What Not to Do With High Eye Pressure

High eye pressure, or ocular hypertension (IOP), occurs when the fluid pressure inside the eye is consistently higher than the normal range (10 to 21 mmHg). This elevation happens because the eye’s drainage system is inefficient, causing a buildup of aqueous humor, the clear fluid that constantly flows in and out of the front of the eye. While ocular hypertension itself does not cause immediate vision loss, it significantly increases the risk of developing glaucoma, a condition where high pressure damages the optic nerve. Managing this risk involves medical treatment and being aware of activities, habits, and substances that can cause pressure to spike, which patients must avoid or modify.

Avoiding Activities That Increase Physical Strain

Straining or breath-holding during physical activity can cause a temporary but significant increase in intraocular pressure due to the Valsalva maneuver. This maneuver involves forcefully exhaling against a closed airway, which raises pressure in the chest and abdomen, subsequently increasing pressure in the veins of the head and eyes. Patients with ocular hypertension should therefore avoid activities that require this kind of intense, sustained exertion.

Heavy weightlifting, particularly max-effort lifts like deadlifts, squats, or bench presses, are examples where the Valsalva maneuver is commonly used to stabilize the core. Instead of heavy lifting, focus on low-to-moderate resistance training with lighter weights and more repetitions, ensuring continuous breathing. Activities that involve placing the head below the heart should also be avoided because they directly increase blood flow and pressure to the head.

Inverted yoga poses (e.g., headstands, handstands, or downward-facing dog) can cause an acute rise in IOP, sometimes by as much as 10 mmHg. Choose modified or neutral poses where the head remains above the heart to prevent this temporary pressure spike. Even certain wind instruments, like the trumpet or French horn, can cause a similar breath-holding effect, requiring musicians to discuss appropriate modifications with their eye care specialist.

Lifestyle Habits That Affect Intraocular Pressure

Daily habits involving fluid dynamics or external pressure around the neck and eyes require modification for those managing high eye pressure. Consuming a large volume of liquid quickly, such as several glasses of water in a short time frame, can temporarily increase IOP. A measured fluid intake throughout the day is a safer approach to avoid rapid changes in blood and aqueous humor volume.

Restrictive clothing around the neck, such as tight neckties or collars, can impede blood flow from the head. This constriction places pressure on the jugular veins, potentially causing a short-duration increase in eye pressure. Modifying sleep position is also necessary.

Sleeping face down or on the side of the affected eye can compress the eyeball, leading to sustained pressure elevation during the night. Patients should sleep on their back or on the side opposite the eye with higher pressure to prevent external mechanical forces from raising IOP. Excessive caffeine consumption (five or more cups of coffee per day) has also been linked to a temporary rise in intraocular pressure, suggesting that moderation is prudent.

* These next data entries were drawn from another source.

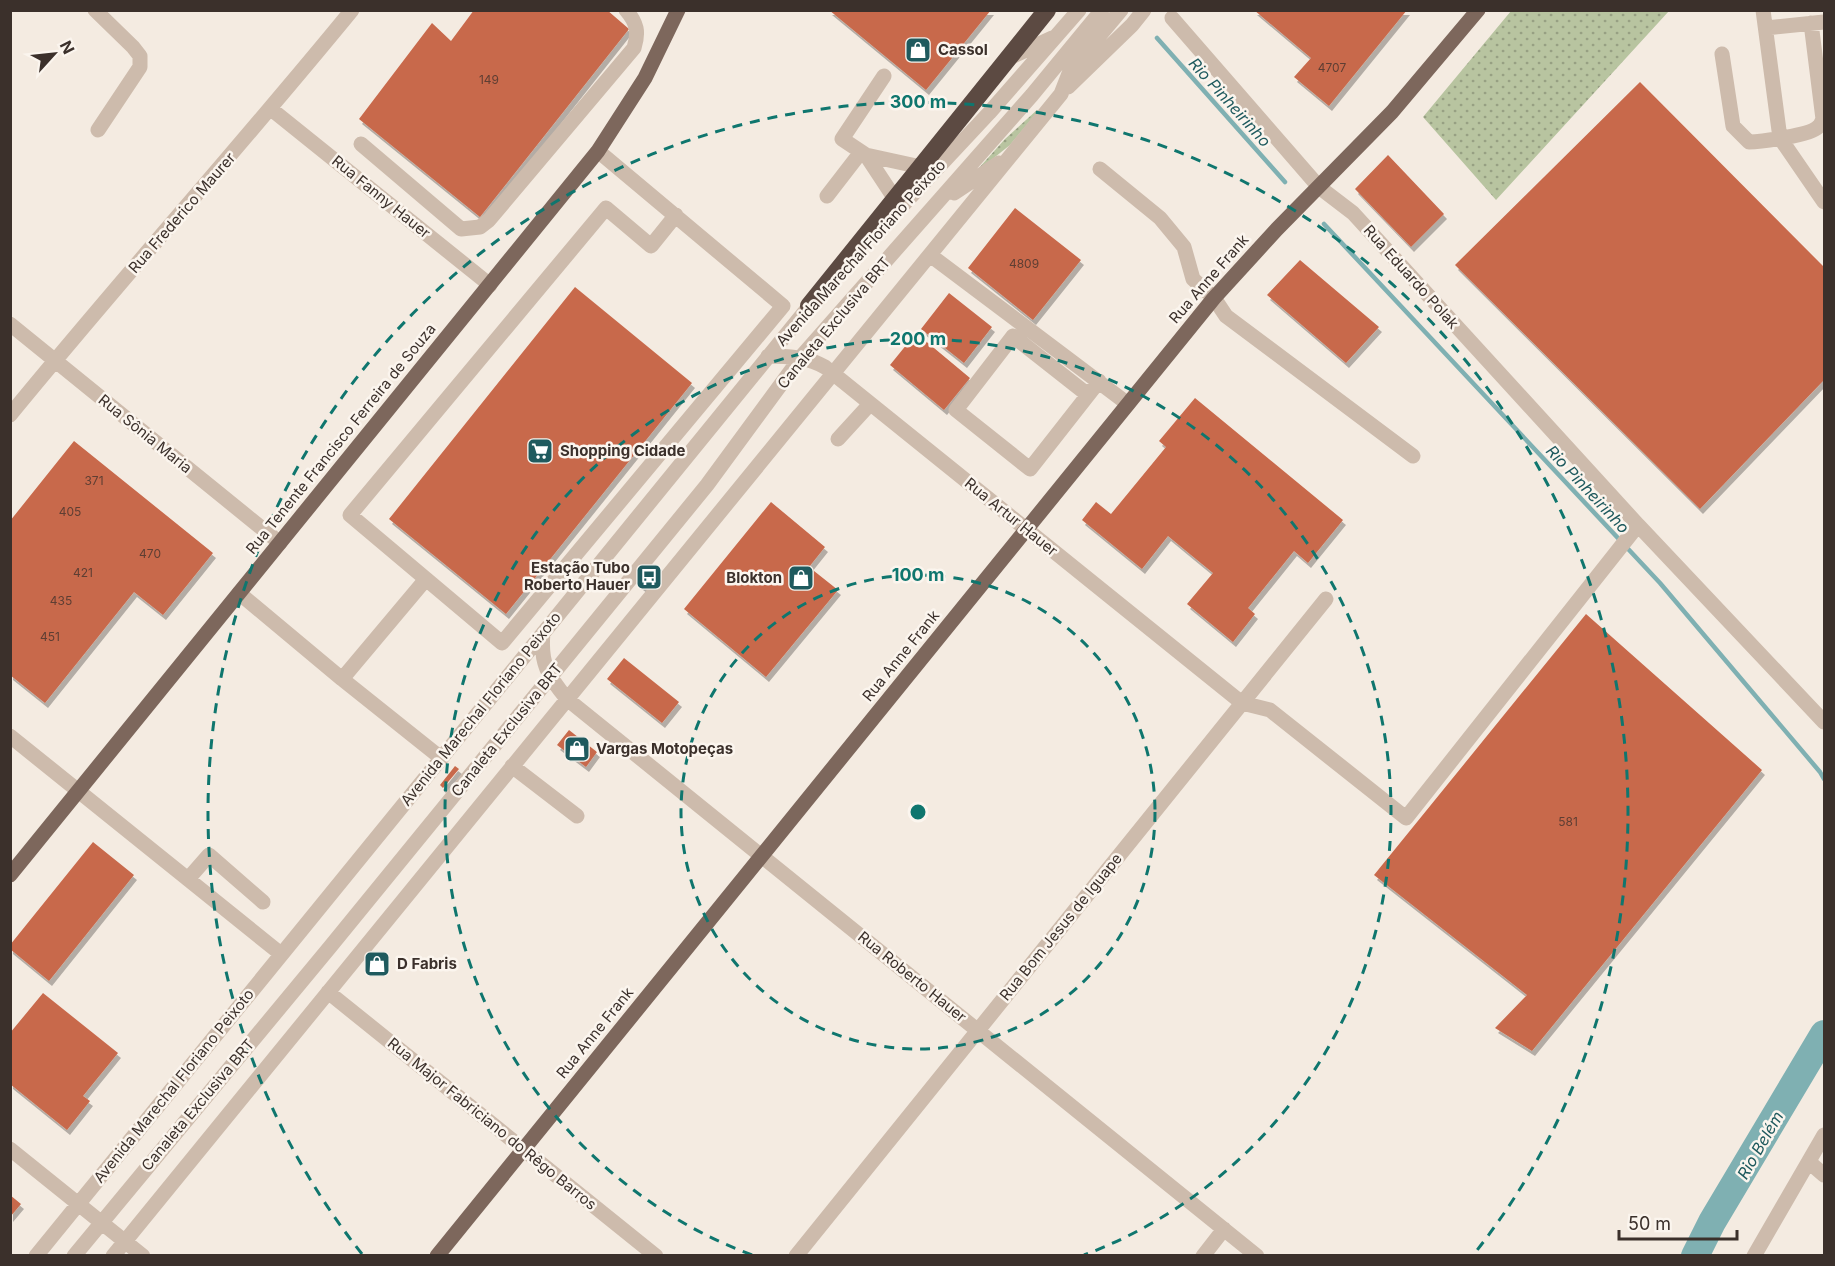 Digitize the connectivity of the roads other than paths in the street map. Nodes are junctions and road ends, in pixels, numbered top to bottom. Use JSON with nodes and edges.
{"nodes":[{"id":1,"x":95,"y":10,"type":"edge"},
{"id":2,"x":352,"y":10,"type":"edge"},
{"id":3,"x":626,"y":10,"type":"edge"},
{"id":4,"x":678,"y":10,"type":"edge"},
{"id":5,"x":1047,"y":10,"type":"edge"},
{"id":6,"x":1079,"y":10,"type":"edge"},
{"id":7,"x":1144,"y":10,"type":"edge"},
{"id":8,"x":1478,"y":10,"type":"edge"},
{"id":9,"x":1763,"y":10,"type":"edge"},
{"id":10,"x":1111,"y":12,"type":"edge"},
{"id":11,"x":1172,"y":18,"type":"dead end"},
{"id":12,"x":1818,"y":22,"type":"edge"},
{"id":13,"x":1766,"y":28,"type":"junction"},
{"id":14,"x":1057,"y":36,"type":"junction"},
{"id":15,"x":1111,"y":45,"type":"junction"},
{"id":16,"x":1722,"y":54,"type":"dead end"},
{"id":17,"x":1009,"y":58,"type":"junction"},
{"id":18,"x":1070,"y":71,"type":"junction"},
{"id":19,"x":884,"y":76,"type":"dead end"},
{"id":20,"x":1061,"y":94,"type":"junction"},
{"id":21,"x":1032,"y":95,"type":"junction"},
{"id":22,"x":272,"y":109,"type":"junction"},
{"id":23,"x":98,"y":130,"type":"dead end"},
{"id":24,"x":1780,"y":138,"type":"junction"},
{"id":25,"x":361,"y":144,"type":"dead end"},
{"id":26,"x":598,"y":151,"type":"junction"},
{"id":27,"x":864,"y":154,"type":"junction"},
{"id":28,"x":1011,"y":154,"type":"junction"},
{"id":29,"x":921,"y":167,"type":"junction"},
{"id":30,"x":1100,"y":169,"type":"dead end"},
{"id":31,"x":1319,"y":187,"type":"junction"},
{"id":32,"x":827,"y":196,"type":"dead end"},
{"id":33,"x":895,"y":199,"type":"junction"},
{"id":34,"x":1824,"y":202,"type":"edge"},
{"id":35,"x":938,"y":203,"type":"junction"},
{"id":36,"x":676,"y":215,"type":"junction"},
{"id":37,"x":930,"y":255,"type":"junction"},
{"id":38,"x":490,"y":285,"type":"junction"},
{"id":39,"x":1214,"y":298,"type":"junction"},
{"id":40,"x":809,"y":306,"type":"junction"},
{"id":41,"x":10,"y":324,"type":"edge"},
{"id":42,"x":768,"y":356,"type":"junction"},
{"id":43,"x":801,"y":357,"type":"junction"},
{"id":44,"x":55,"y":360,"type":"junction"},
{"id":45,"x":832,"y":374,"type":"junction"},
{"id":46,"x":1099,"y":381,"type":"junction"},
{"id":47,"x":1088,"y":395,"type":"junction"},
{"id":48,"x":870,"y":404,"type":"junction"},
{"id":49,"x":1128,"y":404,"type":"junction"},
{"id":50,"x":10,"y":415,"type":"edge"},
{"id":51,"x":838,"y":439,"type":"dead end"},
{"id":52,"x":1413,"y":456,"type":"dead end"},
{"id":53,"x":1638,"y":525,"type":"junction"},
{"id":54,"x":1026,"y":530,"type":"junction"},
{"id":55,"x":280,"y":543,"type":"junction"},
{"id":56,"x":426,"y":579,"type":"junction"},
{"id":57,"x":239,"y":593,"type":"junction"},
{"id":58,"x":1326,"y":599,"type":"dead end"},
{"id":59,"x":543,"y":633,"type":"junction"},
{"id":60,"x":550,"y":678,"type":"junction"},
{"id":61,"x":342,"y":679,"type":"junction"},
{"id":62,"x":567,"y":699,"type":"junction"},
{"id":63,"x":1242,"y":703,"type":"junction"},
{"id":64,"x":1824,"y":722,"type":"edge"},
{"id":65,"x":10,"y":736,"type":"edge"},
{"id":66,"x":441,"y":758,"type":"junction"},
{"id":67,"x":512,"y":766,"type":"junction"},
{"id":68,"x":78,"y":791,"type":"junction"},
{"id":69,"x":577,"y":816,"type":"dead end"},
{"id":70,"x":761,"y":856,"type":"junction"},
{"id":71,"x":10,"y":875,"type":"edge"},
{"id":72,"x":188,"y":879,"type":"junction"},
{"id":73,"x":263,"y":902,"type":"dead end"},
{"id":74,"x":281,"y":954,"type":"junction"},
{"id":75,"x":328,"y":992,"type":"junction"},
{"id":76,"x":978,"y":1030,"type":"junction"},
{"id":77,"x":1824,"y":1135,"type":"edge"},
{"id":78,"x":10,"y":1149,"type":"edge"},
{"id":79,"x":524,"y":1149,"type":"junction"},
{"id":80,"x":1809,"y":1162,"type":"junction"},
{"id":81,"x":1824,"y":1174,"type":"edge"},
{"id":82,"x":78,"y":1204,"type":"junction"},
{"id":83,"x":100,"y":1222,"type":"junction"},
{"id":84,"x":1224,"y":1229,"type":"junction"},
{"id":85,"x":125,"y":1241,"type":"junction"},
{"id":86,"x":36,"y":1256,"type":"edge"},
{"id":87,"x":74,"y":1256,"type":"edge"},
{"id":88,"x":113,"y":1256,"type":"edge"},
{"id":89,"x":142,"y":1256,"type":"edge"},
{"id":90,"x":437,"y":1256,"type":"edge"},
{"id":91,"x":656,"y":1256,"type":"edge"},
{"id":92,"x":796,"y":1256,"type":"edge"},
{"id":93,"x":1203,"y":1256,"type":"edge"},
{"id":94,"x":1257,"y":1256,"type":"edge"},
{"id":95,"x":1754,"y":1256,"type":"edge"}],
"edges":[{"from":1,"to":23,"type":"street"},
{"from":2,"to":22,"type":"street","name":"Rua Frederico Maurer"},
{"from":3,"to":25,"type":"street"},
{"from":4,"to":26,"type":"main road","name":"Rua Tenente Francisco Ferreira de Souza"},
{"from":5,"to":17,"type":"highway"},
{"from":6,"to":14,"type":"street","name":"Avenida Marechal Floriano Peixoto"},
{"from":7,"to":15,"type":"street","name":"Canaleta Exclusiva BRT"},
{"from":8,"to":31,"type":"main road","name":"Rua Anne Frank"},
{"from":9,"to":13,"type":"street"},
{"from":10,"to":18,"type":"street"},
{"from":10,"to":21,"type":"street","name":"Canaleta Exclusiva BRT"},
{"from":11,"to":31,"type":"street","name":"Rua Eduardo Polak"},
{"from":12,"to":13,"type":"street"},
{"from":12,"to":24,"type":"street"},
{"from":13,"to":24,"type":"street"},
{"from":14,"to":17,"type":"street"},
{"from":14,"to":40,"type":"street","name":"Avenida Marechal Floriano Peixoto"},
{"from":15,"to":18,"type":"street","name":"Canaleta Exclusiva BRT"},
{"from":15,"to":20,"type":"street","name":"Canaleta Exclusiva BRT"},
{"from":16,"to":24,"type":"street"},
{"from":17,"to":29,"type":"highway"},
{"from":18,"to":20,"type":"street"},
{"from":18,"to":21,"type":"street","name":"Canaleta Exclusiva BRT"},
{"from":19,"to":27,"type":"street"},
{"from":20,"to":28,"type":"street"},
{"from":21,"to":35,"type":"street","name":"Canaleta Exclusiva BRT"},
{"from":22,"to":38,"type":"street","name":"Rua Fanny Hauer"},
{"from":22,"to":44,"type":"street","name":"Rua Frederico Maurer"},
{"from":24,"to":34,"type":"street"},
{"from":26,"to":36,"type":"street"},
{"from":26,"to":38,"type":"main road","name":"Rua Tenente Francisco Ferreira de Souza"},
{"from":27,"to":29,"type":"street"},
{"from":27,"to":32,"type":"street"},
{"from":27,"to":33,"type":"street"},
{"from":28,"to":35,"type":"street","name":"Canaleta Exclusiva BRT"},
{"from":28,"to":37,"type":"street"},
{"from":29,"to":33,"type":"highway"},
{"from":30,"to":39,"type":"street"},
{"from":31,"to":39,"type":"main road","name":"Rua Anne Frank"},
{"from":31,"to":53,"type":"street","name":"Rua Eduardo Polak"},
{"from":33,"to":40,"type":"highway"},
{"from":35,"to":43,"type":"street","name":"Canaleta Exclusiva BRT"},
{"from":36,"to":56,"type":"street"},
{"from":36,"to":56,"type":"street"},
{"from":37,"to":45,"type":"street"},
{"from":37,"to":46,"type":"street"},
{"from":38,"to":55,"type":"main road","name":"Rua Tenente Francisco Ferreira de Souza"},
{"from":39,"to":49,"type":"main road","name":"Rua Anne Frank"},
{"from":39,"to":52,"type":"street"},
{"from":40,"to":42,"type":"street","name":"Avenida Marechal Floriano Peixoto"},
{"from":41,"to":44,"type":"street","name":"Rua Sônia Maria"},
{"from":42,"to":43,"type":"street","name":"Rua Artur Hauer"},
{"from":42,"to":59,"type":"street","name":"Avenida Marechal Floriano Peixoto"},
{"from":43,"to":45,"type":"street","name":"Rua Artur Hauer"},
{"from":43,"to":60,"type":"street","name":"Canaleta Exclusiva BRT"},
{"from":44,"to":50,"type":"street","name":"Rua Frederico Maurer"},
{"from":44,"to":55,"type":"street","name":"Rua Sônia Maria"},
{"from":45,"to":48,"type":"street","name":"Rua Artur Hauer"},
{"from":45,"to":62,"type":"street"},
{"from":46,"to":47,"type":"street"},
{"from":46,"to":49,"type":"street"},
{"from":47,"to":47,"type":"street"},
{"from":48,"to":51,"type":"street"},
{"from":48,"to":54,"type":"street","name":"Rua Artur Hauer"},
{"from":49,"to":54,"type":"main road","name":"Rua Anne Frank"},
{"from":53,"to":63,"type":"street"},
{"from":53,"to":64,"type":"street","name":"Rua Eduardo Polak"},
{"from":54,"to":63,"type":"street","name":"Rua Artur Hauer"},
{"from":54,"to":70,"type":"main road","name":"Rua Anne Frank"},
{"from":55,"to":57,"type":"main road","name":"Rua Tenente Francisco Ferreira de Souza"},
{"from":56,"to":61,"type":"street"},
{"from":57,"to":61,"type":"street"},
{"from":57,"to":68,"type":"main road","name":"Rua Tenente Francisco Ferreira de Souza"},
{"from":58,"to":63,"type":"street","name":"Rua Bom Jesus de Iguape"},
{"from":59,"to":60,"type":"street"},
{"from":59,"to":66,"type":"street","name":"Avenida Marechal Floriano Peixoto"},
{"from":60,"to":62,"type":"street","name":"Rua Roberto Hauer"},
{"from":60,"to":83,"type":"street","name":"Canaleta Exclusiva BRT"},
{"from":61,"to":66,"type":"street"},
{"from":62,"to":67,"type":"street"},
{"from":62,"to":70,"type":"street","name":"Rua Roberto Hauer"},
{"from":63,"to":76,"type":"street","name":"Rua Bom Jesus de Iguape"},
{"from":65,"to":68,"type":"street"},
{"from":66,"to":74,"type":"street","name":"Avenida Marechal Floriano Peixoto"},
{"from":67,"to":69,"type":"street"},
{"from":67,"to":75,"type":"street"},
{"from":68,"to":71,"type":"main road","name":"Rua Tenente Francisco Ferreira de Souza"},
{"from":68,"to":72,"type":"street"},
{"from":70,"to":76,"type":"street","name":"Rua Roberto Hauer"},
{"from":70,"to":79,"type":"main road","name":"Rua Anne Frank"},
{"from":72,"to":73,"type":"street"},
{"from":72,"to":74,"type":"street"},
{"from":74,"to":82,"type":"street","name":"Avenida Marechal Floriano Peixoto"},
{"from":75,"to":79,"type":"street","name":"Rua Major Fabriciano do Rêgo Barros"},
{"from":75,"to":85,"type":"street"},
{"from":76,"to":84,"type":"street","name":"Rua Roberto Hauer"},
{"from":76,"to":92,"type":"street","name":"Rua Bom Jesus de Iguape"},
{"from":77,"to":80,"type":"street"},
{"from":78,"to":82,"type":"street"},
{"from":79,"to":90,"type":"main road","name":"Rua Anne Frank"},
{"from":79,"to":91,"type":"street","name":"Rua Major Fabriciano do Rêgo Barros"},
{"from":80,"to":81,"type":"street"},
{"from":80,"to":95,"type":"street"},
{"from":82,"to":83,"type":"street"},
{"from":82,"to":86,"type":"street","name":"Avenida Marechal Floriano Peixoto"},
{"from":83,"to":85,"type":"street"},
{"from":83,"to":87,"type":"street","name":"Canaleta Exclusiva BRT"},
{"from":84,"to":93,"type":"street"},
{"from":84,"to":94,"type":"street","name":"Rua Roberto Hauer"},
{"from":85,"to":88,"type":"street"},
{"from":85,"to":89,"type":"street"}]} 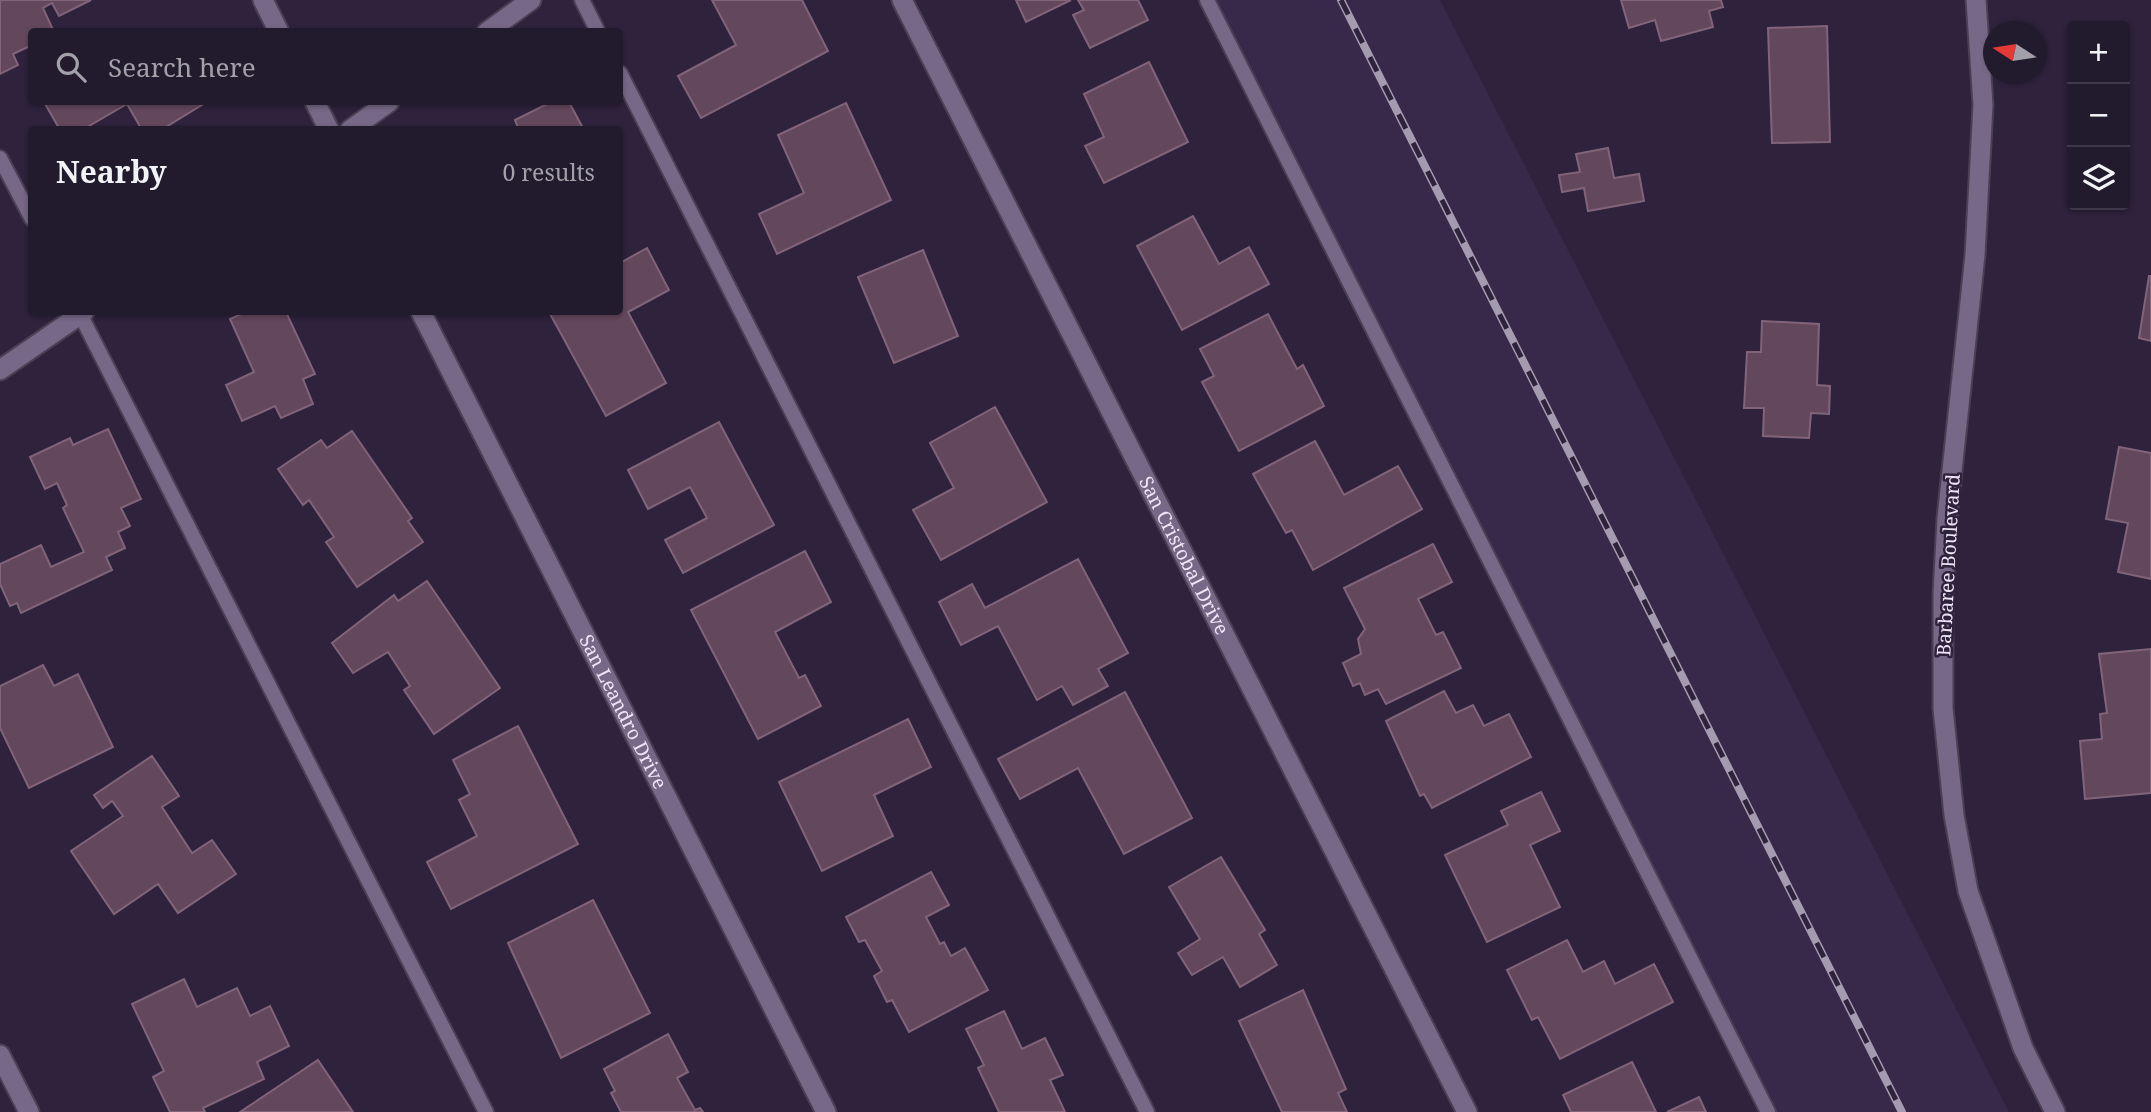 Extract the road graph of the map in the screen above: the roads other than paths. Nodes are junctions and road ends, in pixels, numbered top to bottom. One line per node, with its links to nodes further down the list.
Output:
1 (263, 0): 7 (street)
2 (531, 0): 8 (street)
3 (582, 0): 9 (lane)
4 (902, 0): 26 (street, San Cristobal Drive)
5 (1207, 0): 27 (lane)
6 (1976, 0): 28 (street, Barbaree Boulevard)
7 (277, 28)
8 (492, 28)
9 (596, 28)
10 (623, 80): 25 (lane)
11 (316, 105): 13 (street)
12 (385, 105): 14 (street)
13 (327, 126)
14 (356, 126)
15 (0, 158): 16 (lane)
16 (28, 211)
17 (77, 315): 20 (street)
18 (83, 315): 23 (lane)
19 (423, 315): 24 (street, San Leandro Drive)
20 (0, 370)
21 (0, 1055): 22 (street)
22 (29, 1112)
23 (486, 1112)
24 (826, 1112)
25 (1147, 1112)
26 (1466, 1112)
27 (1768, 1112)
28 (2055, 1112)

Medications and Substances That Can Worsen Pressure

Certain pharmacological substances can interfere with eye pressure regulation and should be used cautiously or avoided entirely by those with ocular hypertension. Corticosteroids can cause an increase in IOP, often resulting in steroid-induced ocular hypertension. This concern applies to all forms, including oral pills, inhaled steroids, topical creams, and intra-articular injections.

Anticholinergic drugs, found in medications like antidepressants, antihistamines, and drugs for overactive bladder or Parkinson’s disease, also pose a risk. These agents can dilate the pupil, potentially narrowing the eye’s drainage angle and precipitating a sudden pressure increase in susceptible individuals. Over-the-counter cold and sinus medications containing decongestants may have similar effects that induce angle narrowing.

It is imperative that patients inform their ophthalmologist and pharmacist about all medications, including herbal supplements and over-the-counter products, before starting new treatment. Even seemingly unrelated drugs can have secondary effects on the eye’s drainage system. Discontinuing any medication suspected of causing an IOP spike should only be done after consulting with a prescribing physician.

Critical Mistakes in Managing Treatment

Non-adherence to the prescribed medical regimen, most commonly topical eye drops, is a major mistake in managing ocular hypertension. These drops must be taken consistently; skipping doses allows IOP to fluctuate and rise. Many patients struggle with consistent drop use due to forgetfulness or difficulty with proper instillation technique.

Self-adjusting the dosage or prematurely stopping medication without consulting the eye specialist undermines the treatment plan. The goal of therapy is to maintain a consistently low pressure, requiring daily commitment and persistence. Missing regular follow-up appointments is also a lapse in care.

Ocular hypertension often presents without noticeable symptoms, so stability must be monitored through professional IOP measurement. Follow-up visits allow the eye care team to track pressure over time, assess the optic nerve for damage, and make necessary adjustments to the treatment plan. Neglecting to report new or worsening symptoms, such as blurred vision or eye pain, delays the detection of potential progression to glaucoma.